(Stored data)
■ ■ ■ ■

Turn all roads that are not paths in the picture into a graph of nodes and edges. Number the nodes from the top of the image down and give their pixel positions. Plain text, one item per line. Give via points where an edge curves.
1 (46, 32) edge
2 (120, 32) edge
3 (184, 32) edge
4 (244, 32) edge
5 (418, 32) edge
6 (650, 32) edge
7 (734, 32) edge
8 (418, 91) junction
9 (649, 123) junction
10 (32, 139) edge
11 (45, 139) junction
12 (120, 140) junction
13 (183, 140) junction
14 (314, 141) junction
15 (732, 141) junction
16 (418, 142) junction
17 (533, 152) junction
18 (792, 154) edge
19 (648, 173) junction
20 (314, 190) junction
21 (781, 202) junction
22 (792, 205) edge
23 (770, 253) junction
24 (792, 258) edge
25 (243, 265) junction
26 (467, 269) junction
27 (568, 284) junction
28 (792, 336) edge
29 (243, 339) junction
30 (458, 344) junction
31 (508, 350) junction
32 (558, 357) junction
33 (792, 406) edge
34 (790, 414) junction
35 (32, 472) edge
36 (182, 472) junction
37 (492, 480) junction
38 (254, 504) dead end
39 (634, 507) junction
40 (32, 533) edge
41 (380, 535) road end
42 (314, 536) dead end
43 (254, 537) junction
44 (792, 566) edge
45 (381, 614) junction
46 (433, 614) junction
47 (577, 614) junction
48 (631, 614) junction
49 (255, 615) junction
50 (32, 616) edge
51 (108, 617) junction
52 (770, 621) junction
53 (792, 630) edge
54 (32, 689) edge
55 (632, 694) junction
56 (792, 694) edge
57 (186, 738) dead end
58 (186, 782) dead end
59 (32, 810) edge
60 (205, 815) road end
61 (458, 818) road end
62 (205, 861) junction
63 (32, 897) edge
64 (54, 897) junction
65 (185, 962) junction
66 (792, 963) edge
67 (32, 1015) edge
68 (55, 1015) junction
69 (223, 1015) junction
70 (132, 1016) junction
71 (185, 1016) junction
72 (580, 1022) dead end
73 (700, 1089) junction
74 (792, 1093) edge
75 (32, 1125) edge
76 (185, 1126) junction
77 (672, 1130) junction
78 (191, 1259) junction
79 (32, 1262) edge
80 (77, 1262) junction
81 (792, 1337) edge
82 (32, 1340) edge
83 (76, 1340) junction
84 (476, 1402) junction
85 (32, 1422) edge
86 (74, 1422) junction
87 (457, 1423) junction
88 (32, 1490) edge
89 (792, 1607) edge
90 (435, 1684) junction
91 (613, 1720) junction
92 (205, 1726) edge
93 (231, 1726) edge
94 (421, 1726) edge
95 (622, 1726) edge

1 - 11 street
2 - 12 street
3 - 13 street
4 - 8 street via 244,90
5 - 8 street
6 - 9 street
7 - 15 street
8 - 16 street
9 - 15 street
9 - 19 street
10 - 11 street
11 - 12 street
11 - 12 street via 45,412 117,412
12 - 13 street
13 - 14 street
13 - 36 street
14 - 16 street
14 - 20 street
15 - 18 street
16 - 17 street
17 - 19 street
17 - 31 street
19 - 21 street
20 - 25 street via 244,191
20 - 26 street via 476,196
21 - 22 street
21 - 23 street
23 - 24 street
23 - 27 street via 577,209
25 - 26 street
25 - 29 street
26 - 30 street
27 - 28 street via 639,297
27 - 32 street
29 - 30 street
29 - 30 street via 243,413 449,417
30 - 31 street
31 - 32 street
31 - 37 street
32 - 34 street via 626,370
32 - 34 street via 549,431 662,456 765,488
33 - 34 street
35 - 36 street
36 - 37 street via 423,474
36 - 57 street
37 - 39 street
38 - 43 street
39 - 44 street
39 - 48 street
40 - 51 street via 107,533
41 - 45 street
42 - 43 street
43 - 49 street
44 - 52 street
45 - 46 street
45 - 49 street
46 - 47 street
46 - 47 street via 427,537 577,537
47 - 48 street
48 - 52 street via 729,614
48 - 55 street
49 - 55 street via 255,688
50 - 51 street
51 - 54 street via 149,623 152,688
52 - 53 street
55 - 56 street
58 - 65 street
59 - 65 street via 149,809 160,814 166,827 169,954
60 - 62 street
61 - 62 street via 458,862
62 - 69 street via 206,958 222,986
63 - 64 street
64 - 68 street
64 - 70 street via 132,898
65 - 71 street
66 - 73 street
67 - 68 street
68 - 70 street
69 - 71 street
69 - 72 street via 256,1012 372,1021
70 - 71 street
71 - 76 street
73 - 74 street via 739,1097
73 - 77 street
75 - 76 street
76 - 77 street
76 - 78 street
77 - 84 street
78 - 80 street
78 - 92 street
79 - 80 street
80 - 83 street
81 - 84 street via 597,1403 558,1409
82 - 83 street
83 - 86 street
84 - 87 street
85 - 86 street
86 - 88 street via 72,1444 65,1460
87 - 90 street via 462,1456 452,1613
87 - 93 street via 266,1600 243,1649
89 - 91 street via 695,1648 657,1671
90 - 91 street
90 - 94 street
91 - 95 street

■ ■ ■ ■

Task:
For each line above that includes "dead", make a copy.

Response to the exercise:
38 (254, 504) dead end
42 (314, 536) dead end
57 (186, 738) dead end
58 (186, 782) dead end
72 (580, 1022) dead end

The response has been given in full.